«Die elfte Stunde» ist ein stehender Begriff. Er bedeutet soviel wie «auf den letzten Drücker» und steht für die letzten Momente des Tages bevor es dunkel wird, die Stunde also, in der die unerledigten Dinge noch erledigt werden müssen. So ist das wohl auch am Lebensende, wenn die letzte Stunde anbricht und man vor der Frage steht, wie man dem Tod entgegentritt.
Dieser Frage stellt sich auch Salman Rushdie in seinen neuen Erzählband. Erstens, weil er 78 Jahre alt ist, wie er in einem Interview mit CBS sagt, und zweitens, weil er im Zusammenhang mit der Messerattacke vom August 2022 «eine ziemlich intime Begegnung mit dem Tod» gehabt habe.

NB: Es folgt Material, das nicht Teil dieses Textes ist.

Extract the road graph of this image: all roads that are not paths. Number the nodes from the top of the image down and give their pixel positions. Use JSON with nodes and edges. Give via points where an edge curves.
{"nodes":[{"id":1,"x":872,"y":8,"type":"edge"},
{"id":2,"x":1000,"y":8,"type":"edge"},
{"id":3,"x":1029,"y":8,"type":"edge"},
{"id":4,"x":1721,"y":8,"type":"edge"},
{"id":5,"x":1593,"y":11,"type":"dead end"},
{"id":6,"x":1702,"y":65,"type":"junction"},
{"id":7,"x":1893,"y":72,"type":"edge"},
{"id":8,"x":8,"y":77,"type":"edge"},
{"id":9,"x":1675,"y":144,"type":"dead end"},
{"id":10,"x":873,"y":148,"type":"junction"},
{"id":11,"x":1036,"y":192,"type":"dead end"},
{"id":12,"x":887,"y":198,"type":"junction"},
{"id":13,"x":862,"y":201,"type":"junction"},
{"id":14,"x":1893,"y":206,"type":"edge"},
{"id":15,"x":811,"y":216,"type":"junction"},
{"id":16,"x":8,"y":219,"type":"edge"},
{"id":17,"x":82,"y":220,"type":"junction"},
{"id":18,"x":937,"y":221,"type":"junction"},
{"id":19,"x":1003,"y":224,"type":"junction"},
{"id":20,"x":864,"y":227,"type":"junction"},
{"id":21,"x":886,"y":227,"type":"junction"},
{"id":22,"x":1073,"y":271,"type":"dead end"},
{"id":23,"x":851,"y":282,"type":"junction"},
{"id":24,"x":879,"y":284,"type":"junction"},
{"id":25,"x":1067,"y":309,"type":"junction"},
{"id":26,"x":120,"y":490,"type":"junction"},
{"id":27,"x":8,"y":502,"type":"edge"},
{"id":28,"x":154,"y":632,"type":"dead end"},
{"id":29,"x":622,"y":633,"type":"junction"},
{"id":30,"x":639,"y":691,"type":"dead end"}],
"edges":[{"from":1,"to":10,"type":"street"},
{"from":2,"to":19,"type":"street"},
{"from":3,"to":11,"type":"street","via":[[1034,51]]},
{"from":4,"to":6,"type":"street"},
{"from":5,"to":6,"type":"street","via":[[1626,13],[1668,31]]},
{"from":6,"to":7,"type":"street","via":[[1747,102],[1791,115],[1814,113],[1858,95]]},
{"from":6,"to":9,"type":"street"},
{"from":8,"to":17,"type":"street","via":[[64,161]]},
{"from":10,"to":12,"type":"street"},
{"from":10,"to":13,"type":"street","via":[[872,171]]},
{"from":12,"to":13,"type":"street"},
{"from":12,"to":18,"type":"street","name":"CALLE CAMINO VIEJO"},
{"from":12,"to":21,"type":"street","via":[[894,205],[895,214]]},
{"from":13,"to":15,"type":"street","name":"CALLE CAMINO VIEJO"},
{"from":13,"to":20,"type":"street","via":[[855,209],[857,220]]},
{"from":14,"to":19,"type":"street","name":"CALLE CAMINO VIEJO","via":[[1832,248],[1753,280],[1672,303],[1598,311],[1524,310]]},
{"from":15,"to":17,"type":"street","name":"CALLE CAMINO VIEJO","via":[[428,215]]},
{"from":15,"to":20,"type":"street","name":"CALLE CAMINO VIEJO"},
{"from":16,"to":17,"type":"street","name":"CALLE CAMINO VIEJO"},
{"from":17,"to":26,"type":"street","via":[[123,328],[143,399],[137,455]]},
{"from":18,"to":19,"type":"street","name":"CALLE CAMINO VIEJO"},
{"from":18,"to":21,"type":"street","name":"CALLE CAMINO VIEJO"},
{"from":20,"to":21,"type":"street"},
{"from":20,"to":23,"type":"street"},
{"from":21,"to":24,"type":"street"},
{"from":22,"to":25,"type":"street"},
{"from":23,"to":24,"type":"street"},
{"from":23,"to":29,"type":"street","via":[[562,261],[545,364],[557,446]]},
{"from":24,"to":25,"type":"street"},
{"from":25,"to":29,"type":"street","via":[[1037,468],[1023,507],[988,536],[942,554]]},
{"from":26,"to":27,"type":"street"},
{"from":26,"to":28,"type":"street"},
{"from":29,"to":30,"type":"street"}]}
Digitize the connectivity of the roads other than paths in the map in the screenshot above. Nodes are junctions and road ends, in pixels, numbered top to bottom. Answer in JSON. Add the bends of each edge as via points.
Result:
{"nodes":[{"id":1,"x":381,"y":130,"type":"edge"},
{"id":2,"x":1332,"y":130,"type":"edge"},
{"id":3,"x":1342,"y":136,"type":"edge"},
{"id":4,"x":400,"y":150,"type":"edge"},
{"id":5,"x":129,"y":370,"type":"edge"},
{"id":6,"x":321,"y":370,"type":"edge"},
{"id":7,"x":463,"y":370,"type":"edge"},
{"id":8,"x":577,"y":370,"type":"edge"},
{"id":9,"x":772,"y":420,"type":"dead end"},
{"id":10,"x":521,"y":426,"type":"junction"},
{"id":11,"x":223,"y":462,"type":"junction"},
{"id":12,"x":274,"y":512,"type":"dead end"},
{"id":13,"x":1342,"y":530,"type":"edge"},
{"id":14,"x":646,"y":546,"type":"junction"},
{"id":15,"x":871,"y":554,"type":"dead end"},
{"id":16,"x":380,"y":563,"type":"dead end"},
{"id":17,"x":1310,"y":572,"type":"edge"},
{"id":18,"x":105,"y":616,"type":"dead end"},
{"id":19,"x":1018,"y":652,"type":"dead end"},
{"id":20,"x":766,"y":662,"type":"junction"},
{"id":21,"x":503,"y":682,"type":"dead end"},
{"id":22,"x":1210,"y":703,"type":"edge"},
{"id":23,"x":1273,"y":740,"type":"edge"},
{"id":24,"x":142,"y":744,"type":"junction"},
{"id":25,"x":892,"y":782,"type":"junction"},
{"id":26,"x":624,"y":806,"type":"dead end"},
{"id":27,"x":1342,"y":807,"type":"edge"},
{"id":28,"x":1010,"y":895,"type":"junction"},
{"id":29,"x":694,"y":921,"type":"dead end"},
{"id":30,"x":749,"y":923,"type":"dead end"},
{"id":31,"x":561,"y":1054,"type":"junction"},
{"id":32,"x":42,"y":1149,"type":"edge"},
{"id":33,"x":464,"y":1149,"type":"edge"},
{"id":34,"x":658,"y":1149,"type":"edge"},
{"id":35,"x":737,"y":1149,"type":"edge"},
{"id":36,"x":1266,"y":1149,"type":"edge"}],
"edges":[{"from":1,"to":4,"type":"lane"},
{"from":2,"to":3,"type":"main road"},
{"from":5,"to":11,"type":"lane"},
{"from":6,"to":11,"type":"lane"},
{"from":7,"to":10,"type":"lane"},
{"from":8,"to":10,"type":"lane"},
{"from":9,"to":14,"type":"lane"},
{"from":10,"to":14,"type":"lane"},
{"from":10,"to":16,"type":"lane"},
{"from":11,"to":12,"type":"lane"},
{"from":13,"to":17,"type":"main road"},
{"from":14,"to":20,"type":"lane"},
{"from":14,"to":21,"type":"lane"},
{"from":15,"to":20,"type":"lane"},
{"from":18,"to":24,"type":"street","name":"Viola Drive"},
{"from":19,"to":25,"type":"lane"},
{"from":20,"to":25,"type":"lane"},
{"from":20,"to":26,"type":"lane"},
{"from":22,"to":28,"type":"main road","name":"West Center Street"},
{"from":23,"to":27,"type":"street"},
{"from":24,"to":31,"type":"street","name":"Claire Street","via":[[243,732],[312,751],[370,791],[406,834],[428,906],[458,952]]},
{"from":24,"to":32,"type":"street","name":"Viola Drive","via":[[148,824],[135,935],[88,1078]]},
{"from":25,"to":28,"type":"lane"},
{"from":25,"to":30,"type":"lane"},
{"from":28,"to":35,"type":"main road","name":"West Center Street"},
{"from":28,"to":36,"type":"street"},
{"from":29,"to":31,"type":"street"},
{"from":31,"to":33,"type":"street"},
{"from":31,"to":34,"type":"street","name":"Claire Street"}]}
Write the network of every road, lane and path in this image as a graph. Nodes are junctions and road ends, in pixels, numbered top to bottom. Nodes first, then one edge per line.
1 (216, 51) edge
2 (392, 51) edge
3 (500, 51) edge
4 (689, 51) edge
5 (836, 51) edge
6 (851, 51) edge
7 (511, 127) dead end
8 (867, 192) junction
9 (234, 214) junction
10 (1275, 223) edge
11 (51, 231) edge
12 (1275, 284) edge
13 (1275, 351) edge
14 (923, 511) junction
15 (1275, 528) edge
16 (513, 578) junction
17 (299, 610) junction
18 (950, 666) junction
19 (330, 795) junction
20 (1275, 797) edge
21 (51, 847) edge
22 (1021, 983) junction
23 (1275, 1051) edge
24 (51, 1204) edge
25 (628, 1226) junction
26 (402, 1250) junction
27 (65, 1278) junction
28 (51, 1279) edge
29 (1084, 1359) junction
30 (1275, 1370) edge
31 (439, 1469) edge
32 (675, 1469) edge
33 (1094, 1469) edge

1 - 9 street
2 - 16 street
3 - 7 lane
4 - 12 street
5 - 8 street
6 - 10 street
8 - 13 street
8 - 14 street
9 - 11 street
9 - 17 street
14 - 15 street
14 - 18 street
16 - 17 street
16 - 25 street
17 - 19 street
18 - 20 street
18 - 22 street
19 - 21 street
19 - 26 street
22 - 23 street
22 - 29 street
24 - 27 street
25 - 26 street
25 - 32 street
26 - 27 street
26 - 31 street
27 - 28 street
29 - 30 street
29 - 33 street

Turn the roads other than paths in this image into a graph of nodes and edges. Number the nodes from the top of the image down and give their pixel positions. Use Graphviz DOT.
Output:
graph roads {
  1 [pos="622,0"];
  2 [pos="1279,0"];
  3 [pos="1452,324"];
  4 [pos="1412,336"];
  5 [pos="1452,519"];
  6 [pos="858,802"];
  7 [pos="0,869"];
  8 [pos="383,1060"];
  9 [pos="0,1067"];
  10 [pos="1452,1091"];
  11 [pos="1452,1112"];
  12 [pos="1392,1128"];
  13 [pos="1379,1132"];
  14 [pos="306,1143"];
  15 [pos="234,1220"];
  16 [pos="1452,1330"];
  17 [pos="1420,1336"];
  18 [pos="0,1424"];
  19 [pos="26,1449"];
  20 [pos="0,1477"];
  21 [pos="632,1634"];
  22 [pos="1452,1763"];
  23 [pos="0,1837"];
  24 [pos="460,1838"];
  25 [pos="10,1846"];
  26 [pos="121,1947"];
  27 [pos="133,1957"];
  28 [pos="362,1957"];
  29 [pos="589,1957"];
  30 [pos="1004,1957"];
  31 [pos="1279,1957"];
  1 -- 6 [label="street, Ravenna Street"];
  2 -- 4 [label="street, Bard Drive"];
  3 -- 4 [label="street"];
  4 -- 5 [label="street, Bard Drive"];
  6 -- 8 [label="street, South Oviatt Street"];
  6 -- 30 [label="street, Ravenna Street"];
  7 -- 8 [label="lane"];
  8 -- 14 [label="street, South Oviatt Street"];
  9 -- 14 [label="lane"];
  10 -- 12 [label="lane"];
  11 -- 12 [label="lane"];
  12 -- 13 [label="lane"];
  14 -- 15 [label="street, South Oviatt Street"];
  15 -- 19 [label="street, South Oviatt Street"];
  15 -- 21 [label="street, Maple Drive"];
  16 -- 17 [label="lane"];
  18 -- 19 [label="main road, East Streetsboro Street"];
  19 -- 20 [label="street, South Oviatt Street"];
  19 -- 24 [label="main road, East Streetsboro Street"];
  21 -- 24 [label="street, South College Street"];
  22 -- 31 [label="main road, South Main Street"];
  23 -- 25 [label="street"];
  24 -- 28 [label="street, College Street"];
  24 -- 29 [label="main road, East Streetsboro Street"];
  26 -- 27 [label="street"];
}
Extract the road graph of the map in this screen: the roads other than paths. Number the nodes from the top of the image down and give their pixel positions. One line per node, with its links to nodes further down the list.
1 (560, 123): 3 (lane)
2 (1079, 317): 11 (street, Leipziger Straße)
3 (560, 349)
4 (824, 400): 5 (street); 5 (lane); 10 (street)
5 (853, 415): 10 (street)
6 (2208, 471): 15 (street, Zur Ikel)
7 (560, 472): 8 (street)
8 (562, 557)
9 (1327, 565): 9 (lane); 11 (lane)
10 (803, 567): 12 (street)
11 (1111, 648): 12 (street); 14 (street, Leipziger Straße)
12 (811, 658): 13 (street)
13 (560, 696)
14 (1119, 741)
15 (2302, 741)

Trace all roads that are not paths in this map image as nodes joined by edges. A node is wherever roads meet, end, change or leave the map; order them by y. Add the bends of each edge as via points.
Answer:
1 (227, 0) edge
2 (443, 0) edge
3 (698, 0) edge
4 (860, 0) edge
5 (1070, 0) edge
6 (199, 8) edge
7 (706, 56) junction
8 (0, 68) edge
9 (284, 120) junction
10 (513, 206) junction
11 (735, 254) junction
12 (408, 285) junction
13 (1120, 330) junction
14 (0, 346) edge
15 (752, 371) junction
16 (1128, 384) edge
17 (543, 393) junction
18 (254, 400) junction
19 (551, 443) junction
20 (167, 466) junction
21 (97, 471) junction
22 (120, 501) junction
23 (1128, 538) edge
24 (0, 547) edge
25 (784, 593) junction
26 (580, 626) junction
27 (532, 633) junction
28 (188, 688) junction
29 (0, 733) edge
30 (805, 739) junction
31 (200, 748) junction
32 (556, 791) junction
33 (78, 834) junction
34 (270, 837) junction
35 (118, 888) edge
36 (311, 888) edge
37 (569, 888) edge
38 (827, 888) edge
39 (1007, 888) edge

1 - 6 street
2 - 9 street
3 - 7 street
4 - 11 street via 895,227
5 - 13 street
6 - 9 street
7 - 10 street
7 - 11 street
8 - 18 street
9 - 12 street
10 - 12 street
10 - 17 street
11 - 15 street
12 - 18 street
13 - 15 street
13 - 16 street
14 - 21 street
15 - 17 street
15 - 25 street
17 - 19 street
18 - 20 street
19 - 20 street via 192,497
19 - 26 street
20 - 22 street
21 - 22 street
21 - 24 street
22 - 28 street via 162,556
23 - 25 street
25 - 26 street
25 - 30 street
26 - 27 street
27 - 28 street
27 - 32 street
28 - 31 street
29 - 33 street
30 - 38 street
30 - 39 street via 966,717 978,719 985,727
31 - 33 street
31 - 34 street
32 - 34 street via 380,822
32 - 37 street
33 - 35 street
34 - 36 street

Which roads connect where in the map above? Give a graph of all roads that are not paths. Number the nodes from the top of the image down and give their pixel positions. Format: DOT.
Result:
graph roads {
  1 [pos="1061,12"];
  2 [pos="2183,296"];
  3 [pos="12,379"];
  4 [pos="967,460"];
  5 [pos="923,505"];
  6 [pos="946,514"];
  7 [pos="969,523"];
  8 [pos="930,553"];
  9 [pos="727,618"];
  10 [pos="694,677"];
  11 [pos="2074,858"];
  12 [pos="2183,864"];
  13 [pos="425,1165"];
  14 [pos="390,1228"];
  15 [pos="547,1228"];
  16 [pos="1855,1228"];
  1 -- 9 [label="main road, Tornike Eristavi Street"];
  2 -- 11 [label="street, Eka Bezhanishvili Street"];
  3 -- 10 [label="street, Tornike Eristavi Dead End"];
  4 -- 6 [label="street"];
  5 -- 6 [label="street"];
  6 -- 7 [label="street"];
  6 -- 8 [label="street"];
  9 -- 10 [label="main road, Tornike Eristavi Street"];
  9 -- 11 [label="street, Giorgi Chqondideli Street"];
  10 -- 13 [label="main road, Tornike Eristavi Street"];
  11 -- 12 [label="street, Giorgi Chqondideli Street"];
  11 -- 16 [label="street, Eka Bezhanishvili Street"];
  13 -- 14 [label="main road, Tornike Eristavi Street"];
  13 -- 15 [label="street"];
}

Zum zweiten Mal übrigens. Das erste Mal war 1989, als er sich mit dem angeblich blasphemischen Roman «Die Satanischen Verse» einen Mordaufruf durch Ayatollah Chomeini eingehandelt hatte.
Jetzt, drei Jahre nach dem Attentat und anderthalb Jahre nach dem Tatsachenbericht «Knife», nimmt er das Thema Tod wieder auf und verarbeitet seine Gedanken dazu zu fünf neuen Erzählungen. Zu vollkommen unterschiedlichen Geschichten, die an den Orten spielen, an den Rushdie lebt und schon gelebt hat.
Alltägliche Situationen und absurde Geschichten
So gibt es die Geschichte über zwei alte Freunde in Indien. Ein Leben lang haben sie sich gestritten, bis einer von beiden stirbt. Jetzt weiss der andere nicht mehr, was er tun soll. Es gibt die Geschichte vom englischen Schriftsteller und Gelehrten einer englischen Eliteuniversität, der zum Gespenst wird und sich beim Direktor der Institution für vergangenes Unrecht rächt.
Und es gibt die Geschichte des Schriftstellers in den USA, der auf der Suche nach einem weiteren Schriftsteller nach Oklahoma kommt und feststellt, dass er plötzlich in einer anderen, nicht realen Wirklichkeit angekommen ist.
In seinen neuen Erzählungen bedient sich Rushdie denn auch seiner bewährten Stilmittel. Der magische Realismus, wo sich alltägliche Situationen zu absurden Geschichten entwickeln. Beispielsweise, wenn eine Sitar-Spielerin und Pianistin mit Musik Stürme auslöst.
Inspiriert und gedanklich brilliant
Ebenso typisch ist die Erzähltechnik mit ineinander verschachtelten Handlungen und Geschichten in den Geschichten. Die erinnern an die Art und Weise, wie die Märchen aus 1001 Nacht konstruiert sind. Das alles hat eine hohe Qualität. Und nicht zuletzt auch Humor, der genauso zu Rushdie gehört wie sein Weitblick.
Somit schliesst Rushdie mit seinen Erzählungen dort an, wo er wegen des Attentats unterbrechen musste. Die Inspiration ist ungebrochen, die gedankliche Brillanz auch. Sein Erzähltalent ist nach wie vor eine erstaunliche Quelle grosser Geschichten, die ihn zu dem Weltschriftsteller gemacht haben, der er seit Jahrzehnten ist. Bleibt zu hoffen, dass es bald schon wieder neue zu lesen gibt.